Firstly, there’s prep. Or at least there would be if you were some kind of sap. Your supervisor might argue that reading up and having a loose background appreciation of the topic would be helpful. They might even go so far as to suggest specific reading or give you worksheets in advance. In reality, this will just fill your head with preconceived ideas that you’ll likely get wrong. Learning facts only half right is basically just half arsing learning and you should never half arse anything. The best thing is to come in totally blank and be ready to learn.

Now when it comes to your attendance, you need to remember that seminars are for you to learn about a topic, they are not social events. To reinforce this try to always arrive 5 minutes late (more if you think the group might be chatty). This avoids the part where everyone introduces themselves and makes small talk. Skipping this step does two things, firstly you don’t need to remember a whole bunch of names and personal backstories leaving more room for facts, secondly it shows everyone how serious you are about the seminar and that you’re focused on working. If your professor (or student stand-in) glares at you for being late this is just a sign that they understand your focused concentration.

Next, you need to maintain this focused persona while you are listening to the opening discussions. The key here is to focus on the words rather than any external distractions so one good approach is to close your eyes and lean back so you can more easily focus on the words in a relaxed state. The more relaxed you look the more everyone will understand how much you are trying to focus on the words. But this is a seminar and seminars require participation so be prepared to leap into action for the next stage.
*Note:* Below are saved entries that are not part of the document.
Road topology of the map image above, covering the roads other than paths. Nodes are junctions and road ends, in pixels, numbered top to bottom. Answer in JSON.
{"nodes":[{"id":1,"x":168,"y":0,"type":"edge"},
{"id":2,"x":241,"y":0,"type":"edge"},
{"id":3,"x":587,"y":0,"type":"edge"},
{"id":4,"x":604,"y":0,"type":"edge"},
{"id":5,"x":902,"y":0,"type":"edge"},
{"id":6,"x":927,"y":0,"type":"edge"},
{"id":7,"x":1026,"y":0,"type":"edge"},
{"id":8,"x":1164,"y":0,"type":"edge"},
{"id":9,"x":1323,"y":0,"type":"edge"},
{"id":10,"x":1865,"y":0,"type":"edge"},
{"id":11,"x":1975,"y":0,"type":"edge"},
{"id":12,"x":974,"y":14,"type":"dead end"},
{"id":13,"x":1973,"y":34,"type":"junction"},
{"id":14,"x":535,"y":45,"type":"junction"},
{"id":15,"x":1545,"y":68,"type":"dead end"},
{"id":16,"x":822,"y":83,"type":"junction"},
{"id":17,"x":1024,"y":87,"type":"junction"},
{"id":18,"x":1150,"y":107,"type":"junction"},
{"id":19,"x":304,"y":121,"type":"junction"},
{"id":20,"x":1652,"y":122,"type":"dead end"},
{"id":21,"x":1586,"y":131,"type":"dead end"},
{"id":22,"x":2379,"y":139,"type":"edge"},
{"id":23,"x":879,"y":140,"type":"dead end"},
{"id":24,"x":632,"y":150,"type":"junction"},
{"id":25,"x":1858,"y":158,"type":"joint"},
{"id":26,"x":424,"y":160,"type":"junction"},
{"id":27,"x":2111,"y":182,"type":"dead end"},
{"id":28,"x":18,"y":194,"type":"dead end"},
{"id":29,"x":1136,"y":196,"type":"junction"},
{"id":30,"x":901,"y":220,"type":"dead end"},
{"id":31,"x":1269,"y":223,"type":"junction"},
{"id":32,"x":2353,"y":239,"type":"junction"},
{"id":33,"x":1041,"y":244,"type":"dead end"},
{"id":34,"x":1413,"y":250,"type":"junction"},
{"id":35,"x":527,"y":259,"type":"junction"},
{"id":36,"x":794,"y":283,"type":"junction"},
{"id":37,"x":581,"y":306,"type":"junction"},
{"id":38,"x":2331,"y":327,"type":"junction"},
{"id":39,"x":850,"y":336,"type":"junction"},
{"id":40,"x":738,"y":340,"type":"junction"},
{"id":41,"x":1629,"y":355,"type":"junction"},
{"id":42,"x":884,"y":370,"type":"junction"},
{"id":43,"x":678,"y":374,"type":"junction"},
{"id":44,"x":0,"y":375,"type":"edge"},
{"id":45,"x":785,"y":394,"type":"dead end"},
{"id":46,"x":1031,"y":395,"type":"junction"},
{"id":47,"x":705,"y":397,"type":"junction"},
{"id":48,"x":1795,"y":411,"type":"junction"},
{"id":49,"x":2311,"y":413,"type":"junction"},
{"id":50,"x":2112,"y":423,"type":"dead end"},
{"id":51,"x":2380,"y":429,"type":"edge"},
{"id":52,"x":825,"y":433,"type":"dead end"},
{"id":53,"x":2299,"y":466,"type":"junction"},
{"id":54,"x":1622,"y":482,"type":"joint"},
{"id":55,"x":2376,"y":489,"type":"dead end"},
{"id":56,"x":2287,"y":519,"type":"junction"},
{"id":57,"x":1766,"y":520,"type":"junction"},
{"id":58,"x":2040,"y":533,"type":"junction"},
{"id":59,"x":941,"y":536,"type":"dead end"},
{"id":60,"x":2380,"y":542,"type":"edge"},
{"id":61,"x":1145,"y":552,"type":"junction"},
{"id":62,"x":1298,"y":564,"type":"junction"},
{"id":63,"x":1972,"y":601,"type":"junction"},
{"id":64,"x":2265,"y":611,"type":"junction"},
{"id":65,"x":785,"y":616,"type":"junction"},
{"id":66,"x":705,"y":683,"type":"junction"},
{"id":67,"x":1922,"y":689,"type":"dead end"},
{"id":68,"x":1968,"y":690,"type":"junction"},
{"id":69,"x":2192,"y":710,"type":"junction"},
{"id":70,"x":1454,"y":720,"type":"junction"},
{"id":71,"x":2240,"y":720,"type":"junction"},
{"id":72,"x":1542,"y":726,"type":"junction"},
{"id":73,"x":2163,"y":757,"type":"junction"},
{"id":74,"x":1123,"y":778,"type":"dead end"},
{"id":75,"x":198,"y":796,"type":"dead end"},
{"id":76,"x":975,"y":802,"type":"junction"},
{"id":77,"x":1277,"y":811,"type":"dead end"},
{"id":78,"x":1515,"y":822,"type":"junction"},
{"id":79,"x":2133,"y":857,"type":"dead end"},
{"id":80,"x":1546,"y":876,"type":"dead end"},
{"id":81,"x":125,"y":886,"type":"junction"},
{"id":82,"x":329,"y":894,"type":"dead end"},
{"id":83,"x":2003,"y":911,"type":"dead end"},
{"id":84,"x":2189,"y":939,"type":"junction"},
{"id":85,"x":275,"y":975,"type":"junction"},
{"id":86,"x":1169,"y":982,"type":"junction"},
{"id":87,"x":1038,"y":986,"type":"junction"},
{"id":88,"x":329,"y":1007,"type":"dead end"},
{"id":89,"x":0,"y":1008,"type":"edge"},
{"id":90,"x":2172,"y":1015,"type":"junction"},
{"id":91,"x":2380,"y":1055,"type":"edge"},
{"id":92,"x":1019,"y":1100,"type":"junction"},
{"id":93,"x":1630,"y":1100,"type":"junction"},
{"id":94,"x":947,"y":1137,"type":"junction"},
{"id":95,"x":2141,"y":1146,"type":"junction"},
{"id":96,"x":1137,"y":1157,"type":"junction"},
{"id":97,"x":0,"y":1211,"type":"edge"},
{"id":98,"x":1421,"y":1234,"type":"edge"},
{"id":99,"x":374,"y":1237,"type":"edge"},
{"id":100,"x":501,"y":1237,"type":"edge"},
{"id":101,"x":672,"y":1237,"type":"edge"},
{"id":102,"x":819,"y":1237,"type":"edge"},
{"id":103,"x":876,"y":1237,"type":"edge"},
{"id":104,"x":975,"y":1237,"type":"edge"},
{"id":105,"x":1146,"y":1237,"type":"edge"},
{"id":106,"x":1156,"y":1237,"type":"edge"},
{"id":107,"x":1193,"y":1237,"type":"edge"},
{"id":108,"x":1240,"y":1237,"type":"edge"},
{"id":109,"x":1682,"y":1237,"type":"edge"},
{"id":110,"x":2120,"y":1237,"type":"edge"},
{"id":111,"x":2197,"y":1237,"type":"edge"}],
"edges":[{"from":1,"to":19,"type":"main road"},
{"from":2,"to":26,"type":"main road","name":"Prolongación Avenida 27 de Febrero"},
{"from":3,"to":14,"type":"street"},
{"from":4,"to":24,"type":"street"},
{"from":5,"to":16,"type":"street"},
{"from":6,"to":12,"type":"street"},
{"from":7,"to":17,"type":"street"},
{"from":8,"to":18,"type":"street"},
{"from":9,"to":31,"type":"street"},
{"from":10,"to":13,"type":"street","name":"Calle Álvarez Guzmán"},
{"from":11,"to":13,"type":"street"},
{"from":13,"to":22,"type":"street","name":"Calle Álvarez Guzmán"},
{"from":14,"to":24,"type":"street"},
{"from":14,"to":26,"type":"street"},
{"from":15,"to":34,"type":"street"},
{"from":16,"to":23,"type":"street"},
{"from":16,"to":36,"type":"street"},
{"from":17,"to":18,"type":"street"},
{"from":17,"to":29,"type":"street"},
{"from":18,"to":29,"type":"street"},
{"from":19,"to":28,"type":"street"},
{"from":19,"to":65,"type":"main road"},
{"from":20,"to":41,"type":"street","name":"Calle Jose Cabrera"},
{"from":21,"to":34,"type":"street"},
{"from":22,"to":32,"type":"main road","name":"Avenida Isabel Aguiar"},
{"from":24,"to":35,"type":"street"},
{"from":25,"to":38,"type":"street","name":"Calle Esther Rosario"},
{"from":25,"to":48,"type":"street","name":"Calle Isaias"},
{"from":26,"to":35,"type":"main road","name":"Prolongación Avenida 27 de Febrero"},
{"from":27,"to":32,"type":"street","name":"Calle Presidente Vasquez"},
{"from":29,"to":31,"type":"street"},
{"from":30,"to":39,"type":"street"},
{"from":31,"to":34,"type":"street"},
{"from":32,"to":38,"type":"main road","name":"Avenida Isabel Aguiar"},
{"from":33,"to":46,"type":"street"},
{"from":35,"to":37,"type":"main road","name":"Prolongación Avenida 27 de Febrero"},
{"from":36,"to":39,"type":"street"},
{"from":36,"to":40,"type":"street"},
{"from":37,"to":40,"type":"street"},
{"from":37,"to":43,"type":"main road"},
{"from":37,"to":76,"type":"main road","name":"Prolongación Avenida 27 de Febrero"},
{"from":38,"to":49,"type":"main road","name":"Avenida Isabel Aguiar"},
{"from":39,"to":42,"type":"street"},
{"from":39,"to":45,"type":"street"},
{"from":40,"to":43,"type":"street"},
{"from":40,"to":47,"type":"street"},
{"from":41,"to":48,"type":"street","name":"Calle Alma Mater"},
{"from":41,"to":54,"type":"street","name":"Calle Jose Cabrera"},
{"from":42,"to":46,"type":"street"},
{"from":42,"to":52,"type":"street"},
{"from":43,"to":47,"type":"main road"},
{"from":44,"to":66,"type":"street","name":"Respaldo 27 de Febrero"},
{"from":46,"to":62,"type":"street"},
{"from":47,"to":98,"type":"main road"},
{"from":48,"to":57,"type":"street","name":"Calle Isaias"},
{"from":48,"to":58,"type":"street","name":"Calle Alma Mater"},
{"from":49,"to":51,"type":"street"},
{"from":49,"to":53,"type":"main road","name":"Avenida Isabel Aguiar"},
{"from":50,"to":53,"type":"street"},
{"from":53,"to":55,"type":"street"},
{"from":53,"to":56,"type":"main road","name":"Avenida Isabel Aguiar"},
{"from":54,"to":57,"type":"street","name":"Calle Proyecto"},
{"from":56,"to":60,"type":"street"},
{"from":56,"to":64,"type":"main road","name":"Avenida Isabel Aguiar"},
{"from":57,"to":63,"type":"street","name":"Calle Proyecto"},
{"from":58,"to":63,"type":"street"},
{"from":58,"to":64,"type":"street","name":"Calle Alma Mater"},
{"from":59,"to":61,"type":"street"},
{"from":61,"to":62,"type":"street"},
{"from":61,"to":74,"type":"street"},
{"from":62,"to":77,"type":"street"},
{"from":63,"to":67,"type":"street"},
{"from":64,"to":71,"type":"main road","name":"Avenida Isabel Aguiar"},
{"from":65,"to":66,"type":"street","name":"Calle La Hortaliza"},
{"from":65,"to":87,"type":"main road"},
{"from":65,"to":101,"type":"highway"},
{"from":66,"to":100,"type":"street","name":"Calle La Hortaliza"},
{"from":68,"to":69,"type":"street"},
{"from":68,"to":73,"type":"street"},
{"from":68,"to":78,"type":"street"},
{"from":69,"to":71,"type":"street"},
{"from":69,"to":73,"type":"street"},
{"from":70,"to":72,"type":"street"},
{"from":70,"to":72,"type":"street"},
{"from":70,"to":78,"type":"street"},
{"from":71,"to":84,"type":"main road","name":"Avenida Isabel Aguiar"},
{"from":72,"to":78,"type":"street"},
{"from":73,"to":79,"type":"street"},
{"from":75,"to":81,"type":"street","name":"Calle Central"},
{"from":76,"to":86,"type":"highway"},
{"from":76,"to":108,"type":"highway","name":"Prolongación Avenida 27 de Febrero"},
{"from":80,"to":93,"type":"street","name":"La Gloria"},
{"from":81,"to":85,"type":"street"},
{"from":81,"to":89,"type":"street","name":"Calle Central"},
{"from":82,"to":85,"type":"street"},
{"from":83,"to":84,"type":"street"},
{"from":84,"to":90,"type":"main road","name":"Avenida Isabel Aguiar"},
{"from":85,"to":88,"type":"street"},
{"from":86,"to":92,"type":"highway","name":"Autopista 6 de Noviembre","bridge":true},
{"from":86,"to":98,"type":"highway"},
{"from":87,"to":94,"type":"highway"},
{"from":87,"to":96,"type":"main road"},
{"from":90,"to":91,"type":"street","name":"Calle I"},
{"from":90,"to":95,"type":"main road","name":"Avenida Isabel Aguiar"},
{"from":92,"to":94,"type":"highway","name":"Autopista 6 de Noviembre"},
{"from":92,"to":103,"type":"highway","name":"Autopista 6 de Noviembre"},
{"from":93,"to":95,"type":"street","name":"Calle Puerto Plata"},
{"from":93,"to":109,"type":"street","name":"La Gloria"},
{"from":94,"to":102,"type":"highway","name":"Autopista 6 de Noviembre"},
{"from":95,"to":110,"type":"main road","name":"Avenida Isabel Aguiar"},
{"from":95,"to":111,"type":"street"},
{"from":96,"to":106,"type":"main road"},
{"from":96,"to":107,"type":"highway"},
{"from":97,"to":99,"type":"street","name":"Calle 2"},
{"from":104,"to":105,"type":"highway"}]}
Ask questions, lots of questions, in fact any questions you can think of, even if they’ve already been asked, you cannot ask too many questions. Questioning and looking for deeper insight is the whole purpose of seminar and you need to full arse this. Don’t hold back from the basic questions even if it’s come up in previous lectures or seminars. This is your opportunity to show you have an enquiring mind and are always happy to expand your knowledge. Filtering your questions to the topic of the seminar or even content relevant to the discussion would just show hesitancy.

Similarly don’t forgot that these seminars are for you to understand tough concepts. If you don’t understand it then make sure the discussions stays focused until you’re happy to move on. Do everything you can to make sure that the conversation stays focused on the part you want to cover – if you let the group sway you then the whole seminar will just descend in to chaos. Also don’t fall for suggestions that you could maybe go do some reading or that it’s something you’ll need to go see the professor about later, stand firm.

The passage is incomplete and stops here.